Discurso combustível feito, ao resto: na estrada, como o relato da semana passada afirma, o Fit “manda bem”. Contudo é na cidade que ele revela suas melhores cartas. Compacto, com ótima visibilidade, direção rápida, comandos macios, uma transmissão muito bem casada com o motor que responde sem vacilo ao acelerador, é difícil imaginar um rival ao seu nível. Ainda mais somando a isso a ergonomia bem estudada e facilidades como, por exemplo, a câmera que mostra na tela de 5 polegadas do sistema multimídia o que há atrás do Fit assim que se engata a marcha à ré.
Falando em marcha, em câmbio, vale comentar algo mais sobre o tão comentado CVT, sigla para Continuously Variable Transmission. Linhas atrás afirmei sobre a transmissão estar “bem casada” com o motor. Como se percebe isso? Não se percebe, se verifica: em nenhum momento destes mais de mil quilômetros com o Fit tive a impressão de que se o câmbio fosse manual eu poderia fazer melhor. “Ah, mas um CVT é assim mesmo, contínuo, e portanto nunca estará na marcha errada!”, diria ou dirá um de vocês, leitores. Não é bem assim.

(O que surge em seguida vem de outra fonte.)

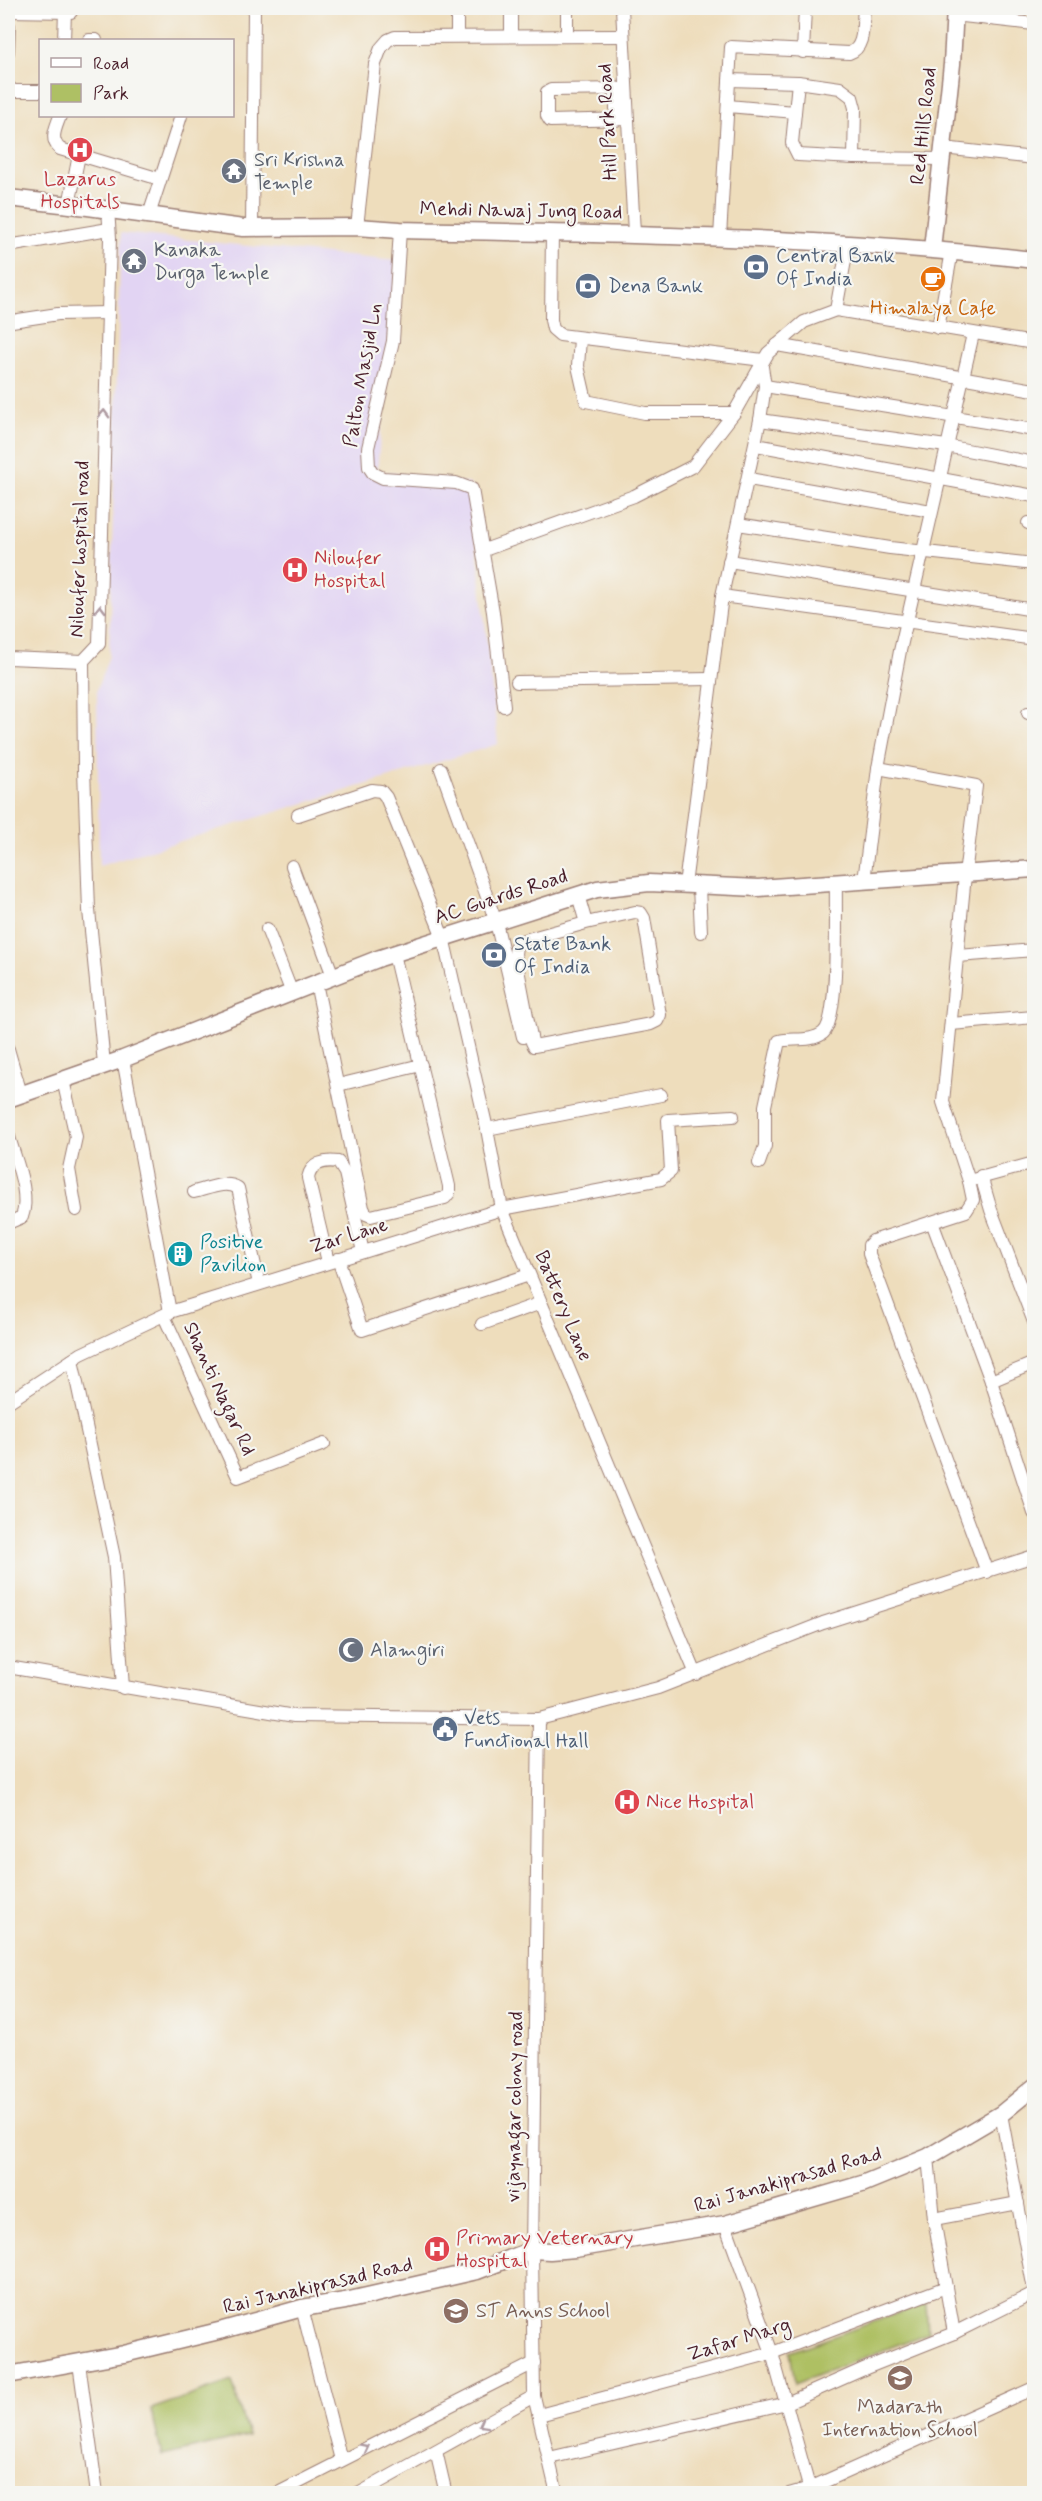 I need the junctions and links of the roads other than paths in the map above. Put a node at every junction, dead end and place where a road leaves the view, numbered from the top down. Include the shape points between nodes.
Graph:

O Fit antigo, de 1ª geração, também tinha um câmbio CVT mas ele às vezes me irritava, muito “chicletão”, eláááááááááááááááástico demais. Já o Fit seguinte, com um câmbio automático “quase” convencional — o leitor do AE sabe que o câmbio Hondamatic não é epicíclico —, cumpria a sina de todo carro sem grande potência com uma caixa de poucas relações (cinco, no caso) e com lógica antiga à disposição: chegará uma hora, subindo uma serra animado, por exemplo, que ele vai passar marcha quando o certo seria retê-la, ou o oposto descendo a serra. Recorrer à posição D3 ou a 2 ou até mesmo a 1, posições que limitavam a caixa a essas marchas, era o recurso no Fit passado.
Neste Fit de 30 Dias a volta do CVT merece aplauso por resultar em maior economia de combustível (segundo a Honda, inclusive com vantagem em relação à caixa manual) se comparado à caixa automática anteriormente usada, assim como é um câmbio CVT nada “chicletão”. O motor parece sempre estar na faixa ideal quando o pé se estabiliza no acelerador. E quando chamado às ordens, ao acelerar fundo, há uma efetiva progressão com uma sensação de embreagem patinando mínima. O mérito é da aplicação do conversor de torque como elemento de ligação entre motor e transmissão em substituição à embreagem automática do Fit com CVT de primeira geração.
Na cidade, coloque em D e esqueça, literalmente. As opções S ou L servem para, basicamente, oferecer respostas ao acelerador mais dinâmicas (S) ou produzir um efeito de redução maior (L). Como câmbios CVT não têm engrenagens, mas duas polias em “V” com uma corrente especial que leva movimento da polia motora (do motor) para a polia movida (diferencial e daí para rodas motrizes), com os dois “V” variando contínua e inversamente sua abertura e desse modo alterando a relação de transmissão, essas duas posições, a S e a L, promovem posições pré-determinadas da abertura dos “V”.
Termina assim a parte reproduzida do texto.